Across these studies, a major limitation is a lack of spatial information, as evinced by the coarse indicators used. While basin-scale indicators like PDO and NPGO have historically been useful for predicting salmon returns, these correlations appear to be breaking down (Litzow et al. 2020), as correlations between these basin-scale indicators and local environmental indices continually change (Gosselin et al. 2021). As a result, spatially resolved data that better reflects the restricted and stock-specific areas used by juvenile salmon in their early marine residence (Teel et al. 2015) may improve our mechanistic understanding of drivers of marine survival.
Multiple fisheries-independent surveys are operated in the Northern California Current that may provide an opportunity to uncover these mechanistic relationships.
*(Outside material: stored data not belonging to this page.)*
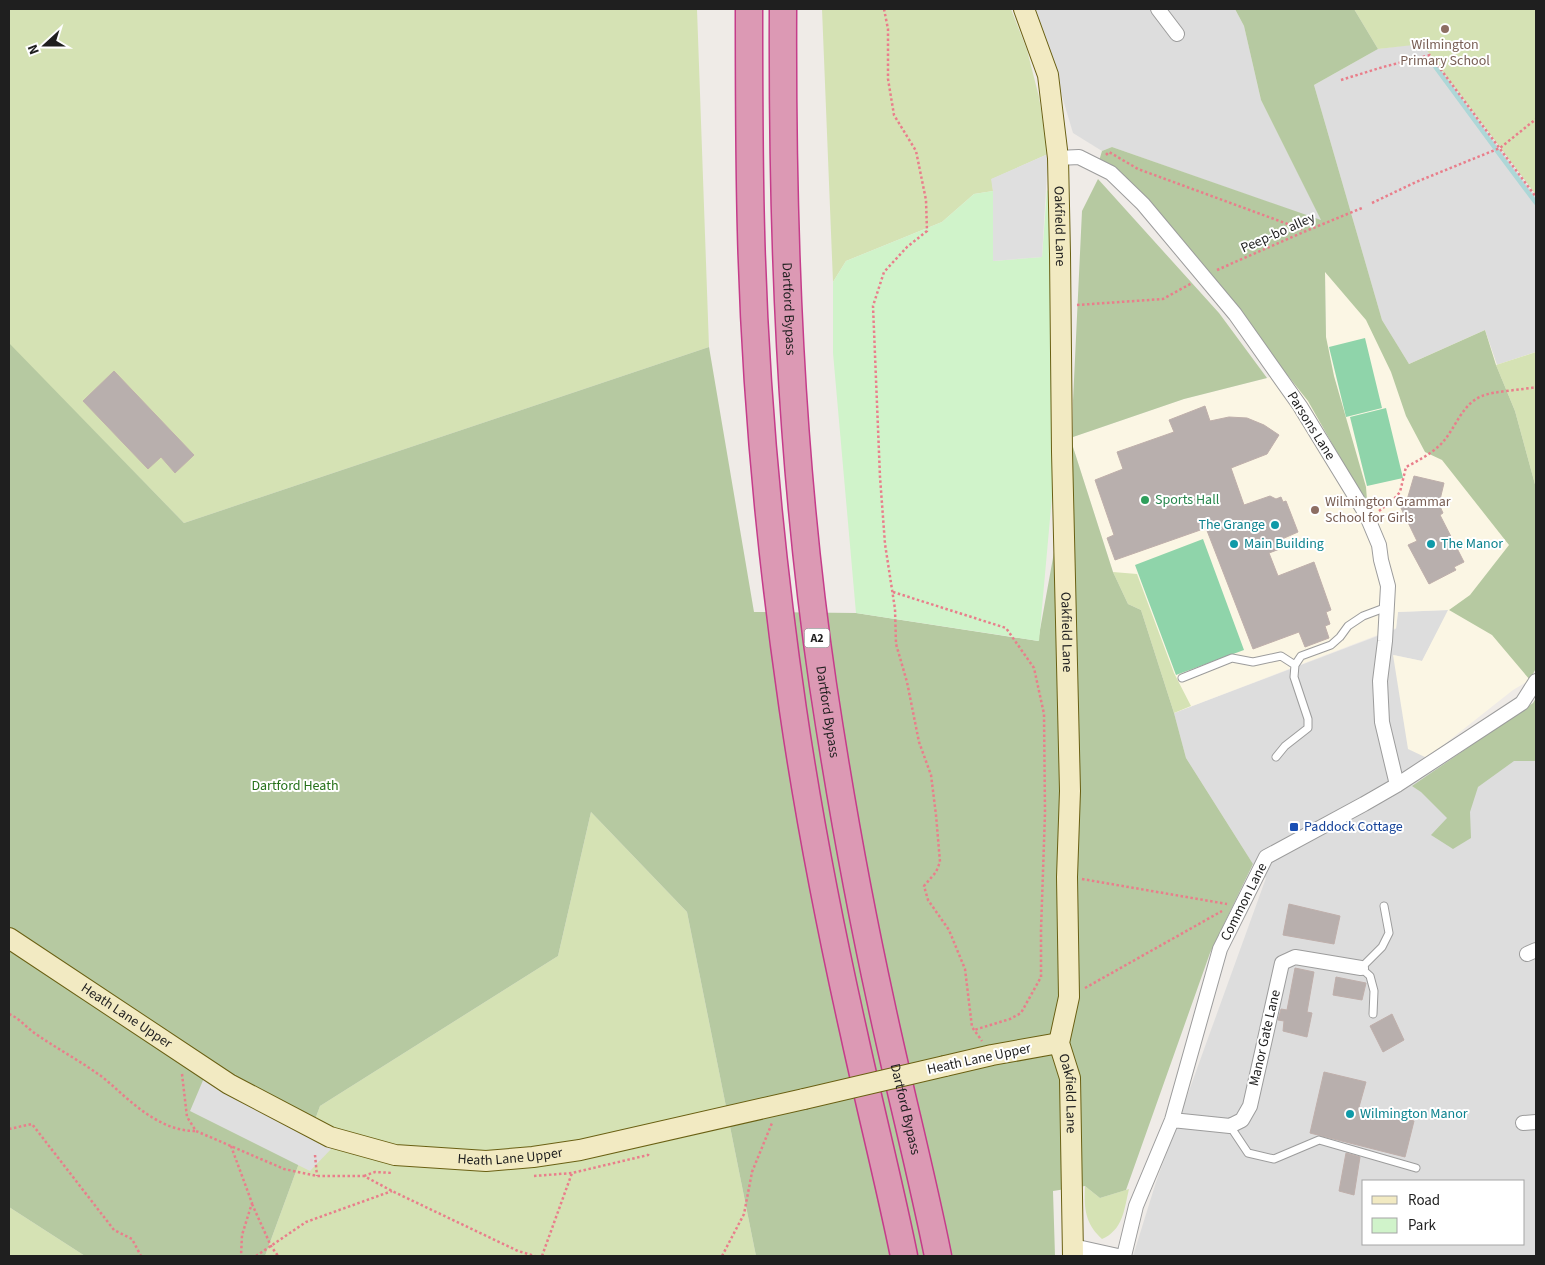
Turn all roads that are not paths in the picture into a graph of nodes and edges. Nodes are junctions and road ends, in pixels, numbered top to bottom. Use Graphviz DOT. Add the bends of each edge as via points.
graph roads {
  1 [pos="749,9"];
  2 [pos="783,9"];
  3 [pos="1024,9"];
  4 [pos="1158,9"];
  5 [pos="1177,34"];
  6 [pos="1058,158"];
  7 [pos="1388,607"];
  8 [pos="1295,664"];
  9 [pos="1182,678"];
  10 [pos="1536,681"];
  11 [pos="1276,757"];
  12 [pos="1396,785"];
  13 [pos="1384,906"];
  14 [pos="9,938"];
  15 [pos="1361,968"];
  16 [pos="1373,1014"];
  17 [pos="1059,1043"];
  18 [pos="1172,1120"];
  19 [pos="1230,1126"];
  20 [pos="1416,1168"];
  21 [pos="1073,1251"];
  22 [pos="904,1256"];
  23 [pos="938,1256"];
  24 [pos="1118,1256"];
  25 [pos="1124,1256"];
  1 -- 22 [label="highway, A2" via="751,232 764,455 775,569 816,851"];
  2 -- 23 [label="highway, Dartford Bypass / A2" via="782,113 789,328 808,567 841,798 881,1003"];
  3 -- 6 [label="street, Oakfield Lane" via="1048,75"];
  4 -- 5 [label="street"];
  6 -- 7 [label="street, Parsons Lane" via="1079,157 1111,173 1143,204 1235,314 1300,406 1368,518 1379,545 1388,586"];
  6 -- 17 [label="street, Oakfield Lane" via="1070,791 1067,877 1069,997"];
  7 -- 8 [label="lane" via="1363,616 1348,626 1331,645 1301,656"];
  7 -- 12 [label="street, Parsons Lane" via="1380,681 1382,722"];
  8 -- 9 [label="lane" via="1281,656 1253,662 1232,658"];
  8 -- 11 [label="lane" via="1294,677 1308,728"];
  10 -- 12 [label="street, Common Lane" via="1522,703"];
  12 -- 18 [label="street, Common Lane" via="1266,856 1220,949"];
  13 -- 15 [label="lane" via="1389,932 1382,947"];
  14 -- 17 [label="street, Heath Lane Upper, bridge" via="229,1084 330,1137 395,1155 486,1161 580,1150 992,1054"];
  15 -- 16 [label="lane" via="1370,976 1374,991"];
  15 -- 19 [label="street, Manor Gate Lane" via="1295,957 1282,962 1250,1106 1242,1120"];
  17 -- 21 [label="street, Oakfield Lane" via="1070,1078"];
  18 -- 19 [label="street"];
  18 -- 25 [label="street, Common Lane" via="1136,1206"];
  19 -- 20 [label="lane" via="1248,1153 1274,1159 1319,1140"];
  21 -- 24 [label="street"];
}
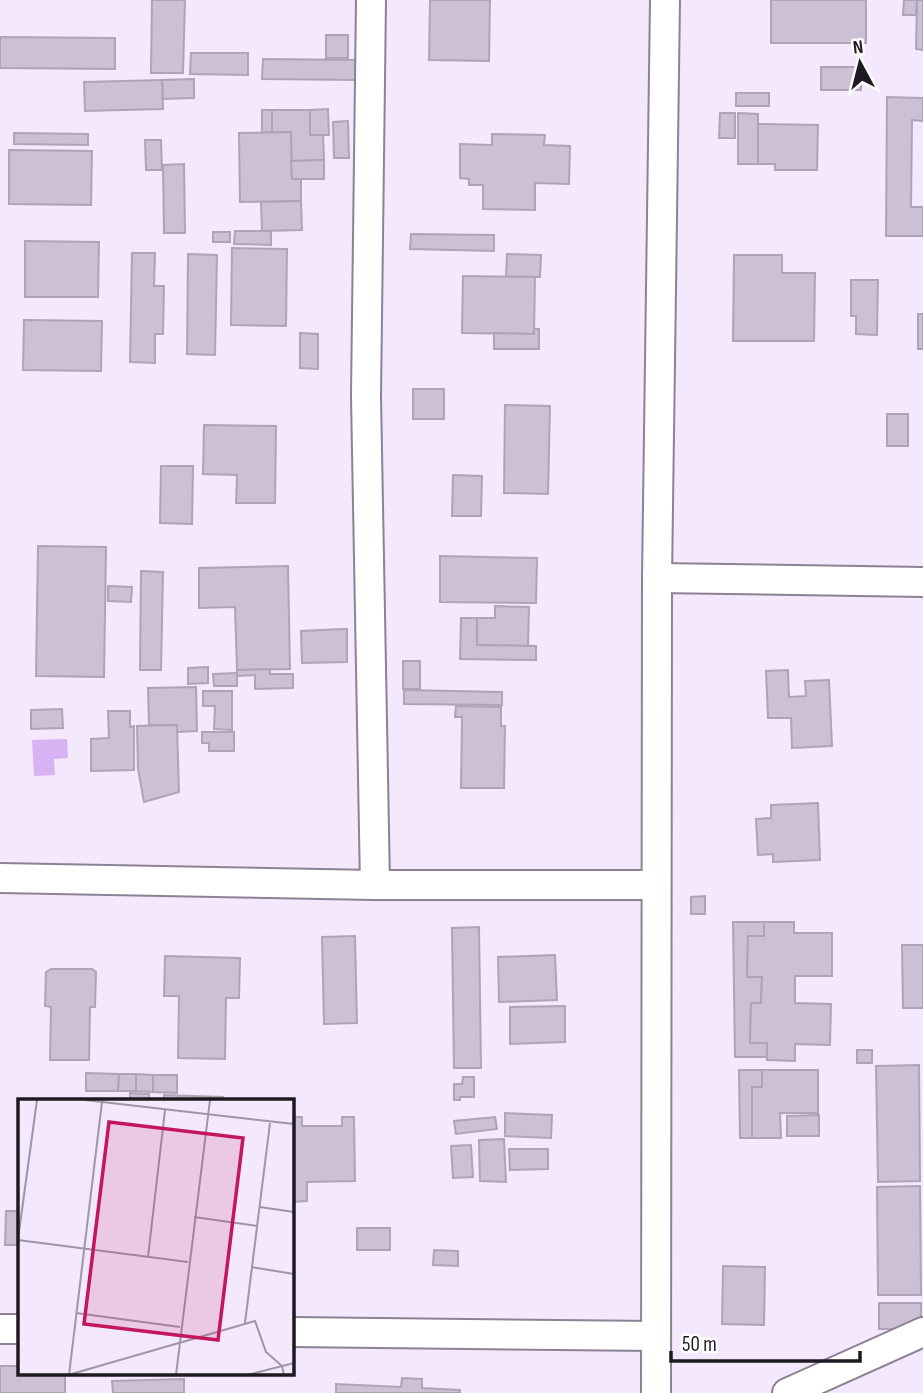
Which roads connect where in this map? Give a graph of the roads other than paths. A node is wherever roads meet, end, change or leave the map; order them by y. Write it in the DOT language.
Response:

The first of these is the Juvenile Salmon and Ocean Ecosystem Survey (JSOES), which targets juvenile salmonids during the early part of their oceanic phase. The JSOES survey, which occurs in the summer, provides a snapshot of the distribution and abundance of juvenile salmonids, which migrate through the survey area at different rates, depending on their natal origin (Fisher et al. 2014). While the JSOES collects monitors some other aspects of the ecosystem, other datasets are required that better sample other members of the marine food web; these surveys include the Pre-Recruit Survey, the Hake Survey, and California Current Ecosystem Survey, each of which are described under the “Survey Descriptions” tab. By integrating these datasets and using species distribution models, spatiotemporal overlap between juvenile salmonids, their predators, competitors, and prey can be estimated, and the degree of overlap used to test how food web interactions affect marine survival.